Applying Machine Learning to identify Earthquake Patterns: June 2013

Friday, June 28, 2013

The TauP curves

TauP is a seismic time travel calculator; depending on the depth of the seismic activity and the location, it takes into account the earth composition to estimate the velocity of the seismic waves and thereby calculate the estimated arrival time of the wave at a particular location. It predicts the travel times and hence the arrival times for the P wave and the S wave. ObsPy also has a package for plotting the P wave. You can find the details here. We could not locate one for plotting the S wave.
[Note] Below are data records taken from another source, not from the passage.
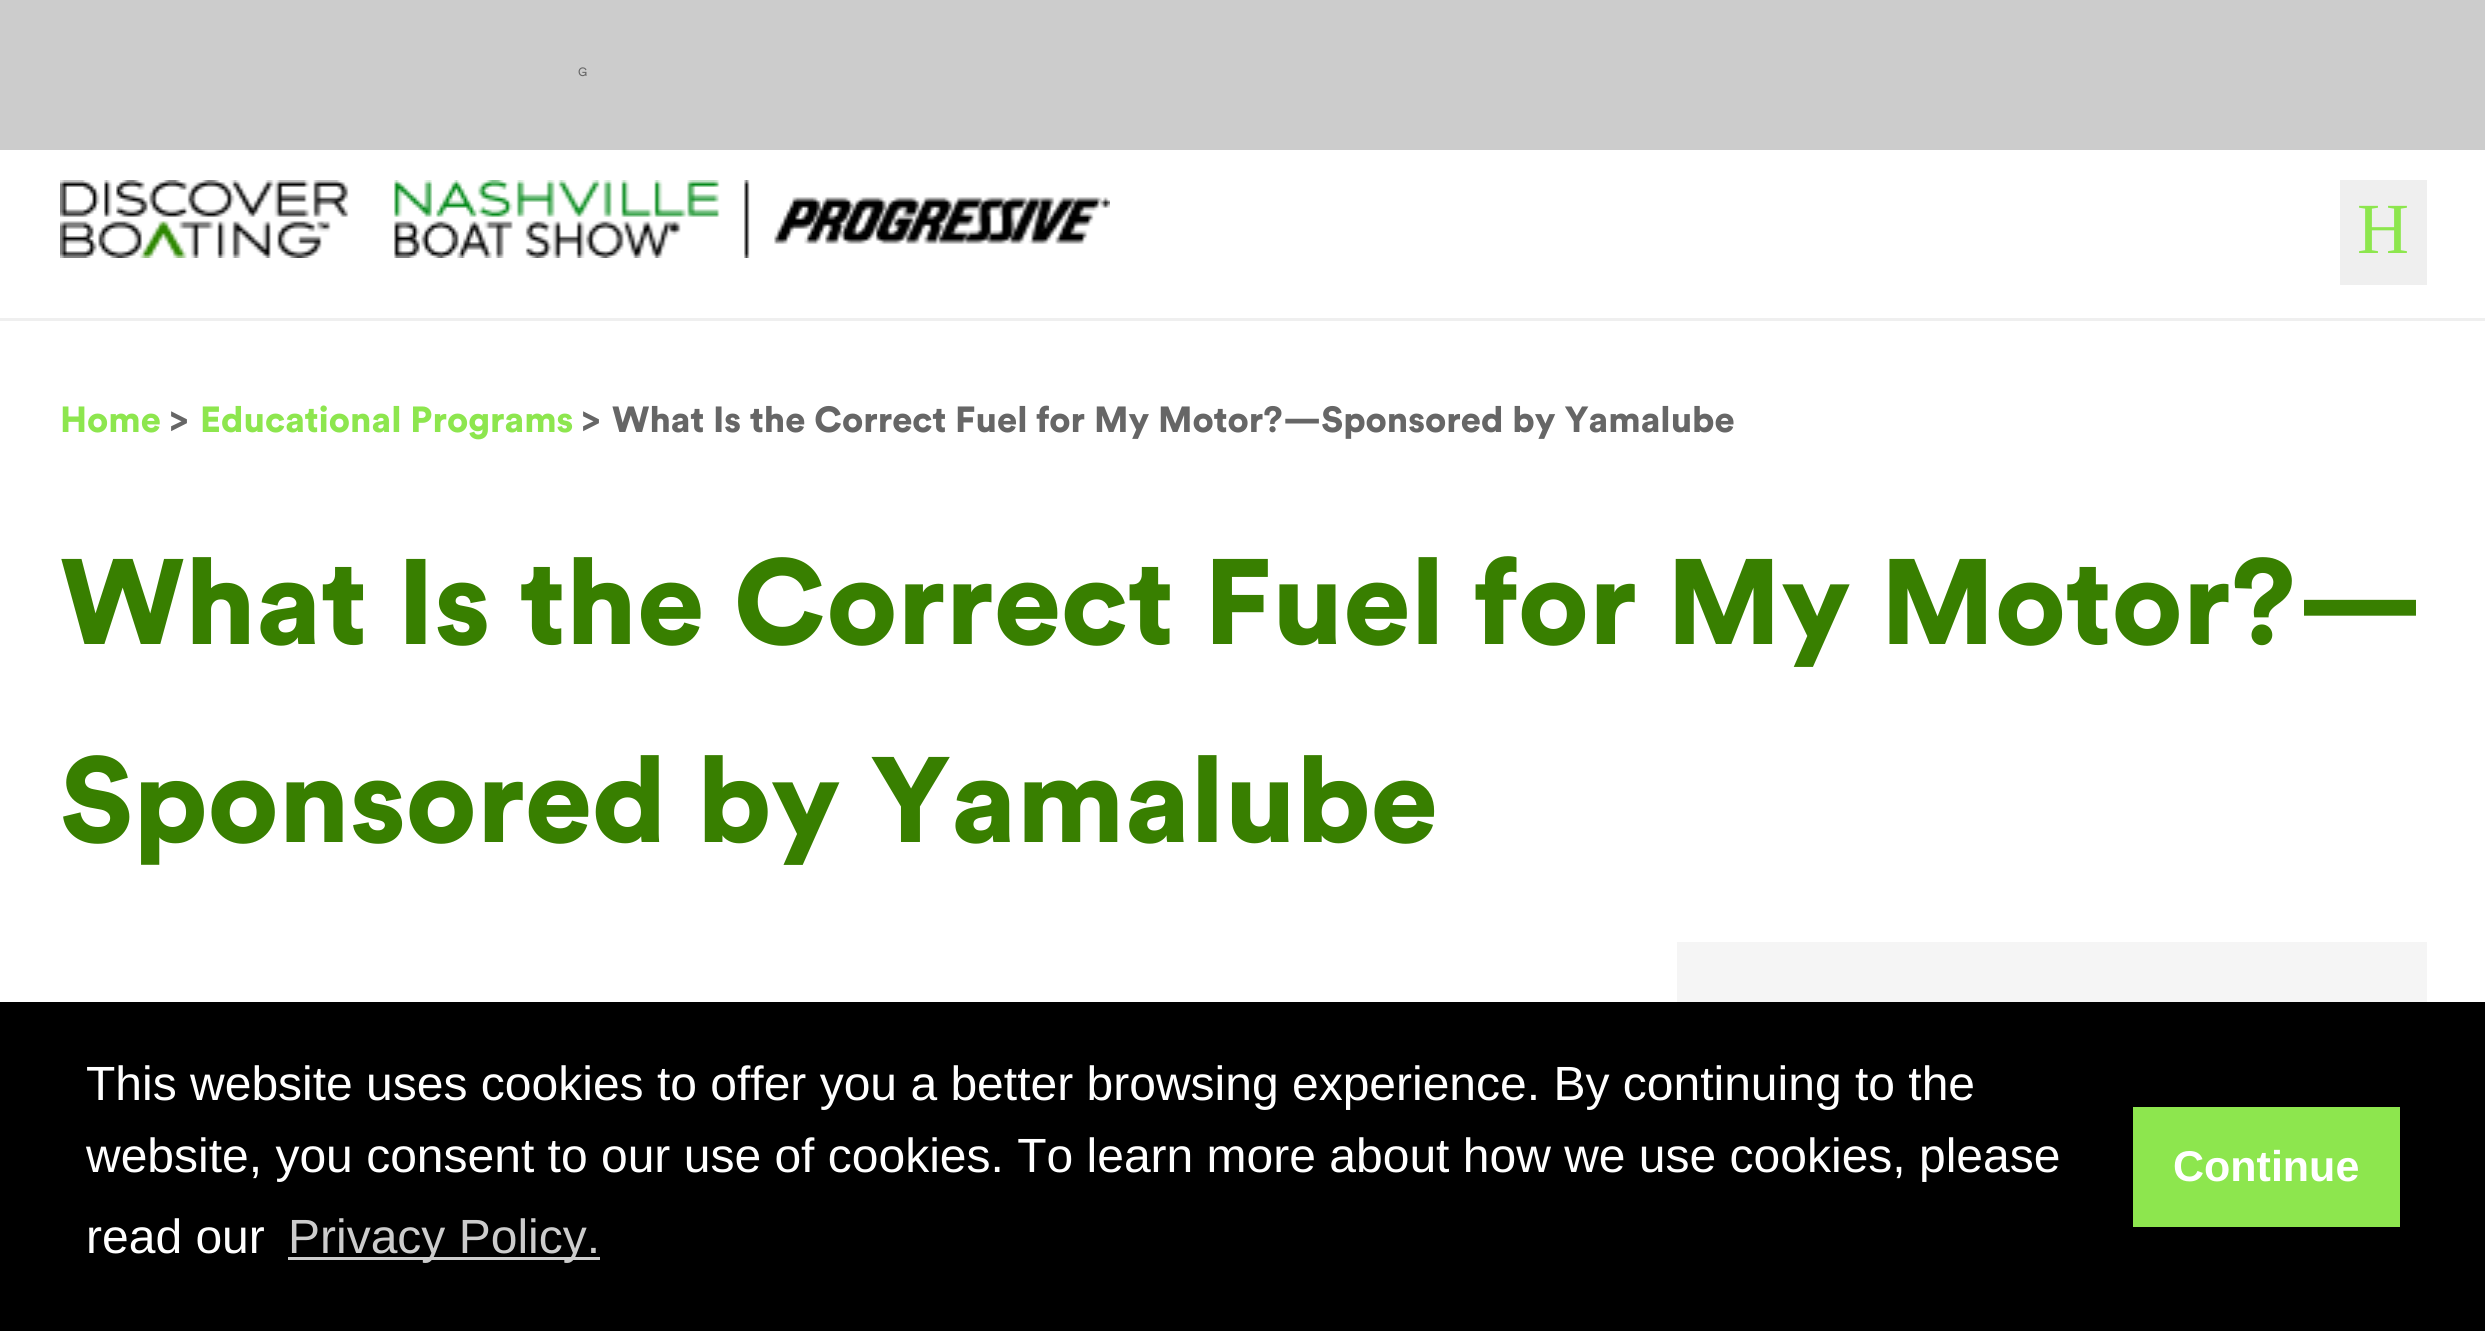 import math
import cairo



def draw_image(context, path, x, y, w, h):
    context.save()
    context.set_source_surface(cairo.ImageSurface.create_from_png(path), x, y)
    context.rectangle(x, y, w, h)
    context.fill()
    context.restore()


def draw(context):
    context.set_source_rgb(1, 1, 1)
    context.paint()
    context.set_source_rgb(204 / 255, 204 / 255, 204 / 255)
    context.rectangle(0, 0, 2485, 150)
    context.fill()
    context.set_source_rgb(239 / 255, 239 / 255, 239 / 255)
    context.rectangle(0, 318, 2485, 3)
    context.fill()
    draw_image(context, "images/1.png", 60, 180, 1050, 78)
    context.rectangle(2340, 180, 87, 105)
    context.fill()
    context.set_source_rgb(245 / 255, 245 / 255, 245 / 255)
    context.rectangle(1677, 942, 750, 60)
    context.fill()
    context.set_source_rgb(0, 0, 0)
    context.rectangle(0, 1002, 2485, 329)
    context.fill()
    context.set_source_rgb(204 / 255, 204 / 255, 204 / 255)
    context.rectangle(288, 1257, 312, 3)
    context.fill()
    context.set_source_rgb(141 / 255, 230 / 255, 78 / 255)
    context.rectangle(2133, 1107, 267, 120)
    context.fill()
    context.select_font_face("Circular")
    context.set_font_size(12)
    context.set_source_rgb(102 / 255, 102 / 255, 102 / 255)
    context.move_to(578, 76)
    context.show_text("G")
    context.select_font_face("Liberation Serif")
    context.set_font_size(72)
    context.set_source_rgb(141 / 255, 230 / 255, 78 / 255)
    context.move_to(2357, 253)
    context.show_text("H")
    context.select_font_face("Circular Black")
    context.set_font_size(36)
    context.move_to(60, 432)
    context.show_text("Home")
    context.set_source_rgb(102 / 255, 102 / 255, 102 / 255)
    context.move_to(170, 432)
    context.show_text(">")
    context.set_source_rgb(141 / 255, 230 / 255, 78 / 255)
    context.move_to(200, 432)
    context.show_text("Educational Programs")
    context.set_source_rgb(102 / 255, 102 / 255, 102 / 255)
    context.move_to(582, 432)
    context.show_text(">")
    context.move_to(612, 432)
    context.show_text("What Is the Correct Fuel for My Motor?—Sponsored by Yamalube")
    context.set_font_size(120)
    context.set_source_rgb(56 / 255, 127 / 255, 0)
    context.move_to(60, 644)
    context.show_text("What Is the Correct Fuel for My Motor?—")
    context.move_to(60, 842)
    context.show_text("Sponsored by Yamalube")
    context.select_font_face("Liberation Sans")
    context.set_font_size(48)
    context.set_source_rgb(1, 1, 1)
    context.move_to(86, 1100)
    context.show_text("This website uses cookies to offer you a better browsing experience. By continuing to the")
    context.move_to(86, 1172)
    context.show_text("website, you consent to our use of cookies. To learn more about how we use cookies, please")
    context.move_to(86, 1253)
    context.show_text("read our")
    context.set_source_rgb(204 / 255, 204 / 255, 204 / 255)
    context.move_to(288, 1253)
    context.show_text("Privacy Policy.")
    context.select_font_face("Liberation Sans", cairo.FontSlant.NORMAL, cairo.FontWeight.BOLD)
    context.set_font_size(43)
    context.set_source_rgb(1, 1, 1)
    context.move_to(2173, 1181)
    context.show_text("Continue")


surface = cairo.ImageSurface(cairo.Format.RGB24, 2485, 1331)
context = cairo.Context(surface)
options = cairo.FontOptions()
options.set_hint_metrics(cairo.HintMetrics.OFF)
options.set_hint_style(cairo.HintStyle.NONE)
context.set_font_options(options)
context.set_miter_limit(4)
draw(context)
surface.write_to_png("out.png")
To verify the accuracy of the ObsPy package, we ported the TauP code used by the CSN, from Java to Python. The plot below shows the actual picks in the S wave and the P wave and the estimated S wave and P wave locations.

The TauP plot for the Anza earthquake (4.7M)

The red points show the actual picks by the CSN stations. The magenta curve is the TauP estimate for the P wave of the quake and the blue curve is the estimate for the S wave.

Friday, June 21, 2013

Undersampling causes Aliasing!

The earthquake data from the CSN stations (in SAC format) is at a sampling rate of 50Hz. We put some thought into the possibility of something going wrong because of the sampling rate. We figured that it might be the case; undersampling causes aliasing!

If a 60 Hz sine wave is sampled at 50 Hz and then the Discrete Fourier Transform is taken (by the FFT algorithm), one might expect no data in the plot since there is no frequency in the range 0 Hz - 25 Hz. (25 Hz is 50/2 Hz, the Nyquist rate). But that is not the case. Since the data has been undersampled the 60 Hz signal distorts the Frequency Transform to bring up a peak at 10 Hz (60 Hz - 50 Hz). This is demonstrated in the plot below.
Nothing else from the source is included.